Edit: If you do new fence concurrent with excavation for wall, no extra digging. 
Joe

----------


## myla

hello, 
do footing as  deep as can possibly go, ie. 600 to 800mm 
make sure you put drainage pipe behind wall and pipes thru wall 
paint back of wall with bitumen paint and then line with corflute  sealing  joints with selant (good quality) and taped 
core-filled besser or C+M concrete block is best,  
if water gets in render will bubble out and weaken 
thankyou
myla

----------


## Doughboy

Just a thought have you considered since you are replacing the fence why not put the retaining wall under the fence, if you can. that way you lose no extra ground. It also looks good and kills two birds with one stone. 
Pete

----------


## LeoAU

> Edit: If you do new fence concurrent with excavation for wall, no extra digging. 
> Joe

  The fence is done by a contractor. Right after or just before the new wall goes in. Well, the weekend before or weekend after that is. What goes in first 
that is the question.

----------


## LeoAU

> Just a thought have you considered since you are replacing the fence why not put the retaining wall under the fence, if you can. that way you lose no extra ground.
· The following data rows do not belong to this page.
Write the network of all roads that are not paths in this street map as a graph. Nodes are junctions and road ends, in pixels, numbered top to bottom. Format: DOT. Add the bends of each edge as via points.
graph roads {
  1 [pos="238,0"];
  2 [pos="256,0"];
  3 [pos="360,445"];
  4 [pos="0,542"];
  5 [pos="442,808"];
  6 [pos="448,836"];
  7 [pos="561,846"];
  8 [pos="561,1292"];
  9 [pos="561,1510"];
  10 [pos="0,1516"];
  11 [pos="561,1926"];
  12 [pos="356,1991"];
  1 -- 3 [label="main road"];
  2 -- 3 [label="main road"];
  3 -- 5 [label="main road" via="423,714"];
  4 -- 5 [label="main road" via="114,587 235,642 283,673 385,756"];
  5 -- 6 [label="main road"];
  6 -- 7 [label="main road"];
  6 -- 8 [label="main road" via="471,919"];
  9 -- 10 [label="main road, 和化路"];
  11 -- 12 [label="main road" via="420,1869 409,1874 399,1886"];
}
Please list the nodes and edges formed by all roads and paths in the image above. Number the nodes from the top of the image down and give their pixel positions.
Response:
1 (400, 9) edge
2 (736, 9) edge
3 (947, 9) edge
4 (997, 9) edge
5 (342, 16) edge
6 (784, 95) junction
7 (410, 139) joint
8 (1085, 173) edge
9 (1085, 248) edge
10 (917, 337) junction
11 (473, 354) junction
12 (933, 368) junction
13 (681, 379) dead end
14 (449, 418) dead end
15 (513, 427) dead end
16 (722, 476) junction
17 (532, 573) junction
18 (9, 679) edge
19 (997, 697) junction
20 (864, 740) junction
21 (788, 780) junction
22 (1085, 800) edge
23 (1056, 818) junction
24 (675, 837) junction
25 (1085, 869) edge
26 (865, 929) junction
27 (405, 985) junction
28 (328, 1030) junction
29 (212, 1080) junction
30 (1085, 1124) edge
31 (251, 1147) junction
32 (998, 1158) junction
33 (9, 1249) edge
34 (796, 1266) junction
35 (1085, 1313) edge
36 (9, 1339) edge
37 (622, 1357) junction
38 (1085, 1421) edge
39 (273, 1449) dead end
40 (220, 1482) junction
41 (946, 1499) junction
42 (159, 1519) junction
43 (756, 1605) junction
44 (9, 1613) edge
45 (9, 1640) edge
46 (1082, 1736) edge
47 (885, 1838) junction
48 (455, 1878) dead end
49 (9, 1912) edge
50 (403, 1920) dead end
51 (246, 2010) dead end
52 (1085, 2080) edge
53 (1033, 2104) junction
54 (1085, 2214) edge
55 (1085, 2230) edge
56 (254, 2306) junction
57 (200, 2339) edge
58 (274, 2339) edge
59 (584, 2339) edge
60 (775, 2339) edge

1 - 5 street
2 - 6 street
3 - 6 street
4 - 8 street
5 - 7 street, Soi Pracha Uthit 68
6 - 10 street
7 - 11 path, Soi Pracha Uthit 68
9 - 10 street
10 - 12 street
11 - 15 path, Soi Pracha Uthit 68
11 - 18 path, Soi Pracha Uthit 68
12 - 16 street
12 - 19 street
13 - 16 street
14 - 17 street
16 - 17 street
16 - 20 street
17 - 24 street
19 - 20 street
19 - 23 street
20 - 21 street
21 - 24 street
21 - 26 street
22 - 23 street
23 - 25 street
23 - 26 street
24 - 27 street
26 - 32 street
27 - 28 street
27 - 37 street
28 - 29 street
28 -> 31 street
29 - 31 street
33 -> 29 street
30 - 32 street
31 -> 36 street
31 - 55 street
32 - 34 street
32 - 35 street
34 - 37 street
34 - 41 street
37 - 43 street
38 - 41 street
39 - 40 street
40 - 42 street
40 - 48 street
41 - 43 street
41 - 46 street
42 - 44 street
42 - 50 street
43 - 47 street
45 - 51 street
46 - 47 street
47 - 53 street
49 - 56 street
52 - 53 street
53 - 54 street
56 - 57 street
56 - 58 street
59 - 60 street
It also looks good and kills two birds with one stone. 
> Pete

  Can this BE DONE?:confused: Flash with the fence you mean? Sound like a good idea, but what about all the drainage - where does the pipe go?
And when I start digging for the foundation which has to be like 500mm wide - I would have to go to (or rather under) my neigbours land?
This is sandy soil I have here  - won't it all collapse? The fence and paving the guy next door has? :confused:

----------


## joe greiner

Please clarify neighbour's paving situation. Paver blocks or in situ? 
Joe

----------


## LeoAU

The neighbour's got an area of appr 3-4 meters (against the fence) of paving bricks laid up to the fence. In about 50 cm the ground goes down, and that's where my retaining wall will be build.
I start digging, sand just streams down together with paving bricks... mess..
But I reckon when they start taking down the old fence, part of it will be destroyed any way...
Is there a chance the fence (new or old) may collapse when I dig to lay foundation? I'd have to poor concrete almost directly under the fence. :eek:

----------


## joe greiner

Technically, you should be able to combine the wall and fence constructions. Assuming your wall is engineered for full backfill, you can install vertical pipe sleeves (pvc best) for new fence posts in your wall. Helpful to embed about 1.5m rebar along top of wall. Drain pipe sleeves (weep hole in wall) to your new ground line. [After placing fence posts,] fill sleeves with clean sand and/or gravel. For construction, sand's angle of repose is about 1 vertical to 2 horizontal. So you need to excavate about 1m into neighbour's ground, after temporarily removing pavers. After placing drain pipe, work backfill up in layers: gravel, filter cloth, sand; gravel, filter cloth, sand; etc. Gravel zone should be about 10cm thick. Finally restore saved pavers. 
Some unclear issues, though: Who owns the fence? Who is replacing the fence? Your contractor or your neighbour's contractor? If your contractor, is neighbour on board with this whole thing? Also need to consult contractor about logistics. 
Your original plan would also require a horizontal clearance of about 1m for your foundation excavation, to reduce likelihood of undermining the neighbour's ground. 
If all this has stirred the pot too much, I'd go back to my earlier suggestion of closely stepped sleepers, with completely separate construction of wall and fence. 
Joe

----------


## Doughboy

I agree with Joe on this one and the neighbour should be liable for 50% of all the costs, if the niegbour is reluctant about moving pavers you should impree upon him/her that the pavers would need to be moved for the job to be done in a proper manner any way. The retaining wall sound like it will be to stop water from his side of the fence anyway so placing it under the fence would seem to be a better idea anyway. If the neighbour truely puts a fight up then offer to foot the cost of materials for the wall on your pat malone and he/she will only be paying for the actual fence itself. This way you still come out with a fence and wall. Good for both parties. 
Pete

----------


## LeoAU

Thanks boys! 
The neighbor is paying for half of the fence. The guy who builds the fence neither mine nor his - we found him in the paper. 
Looking at complexity of combining wall and the fence, it'll have to be 2 separate structures. 
What closely stepped sleepers ill achive vs just a sleepers wall half a meter from the fence? And how many steps would that be?
Do you mean 3 sleepers high (installing 2 sleepers) wall closer to the fence and then step back another half a meter and build 2 sleeper wall? :confused:

----------


## joe greiner

I'm not familiar with your sleepers. My murrican translation is RR ties about 6in x 8in (150mm x 200mm). Top one just at your side of the fence post. Top/(your side) corners on a line at 1vert to 2horiz, or maybe 1vert to 1horiz. Flatter slope more stable, but eventually bottom one is next to your house :Biggrin:   
Joe

----------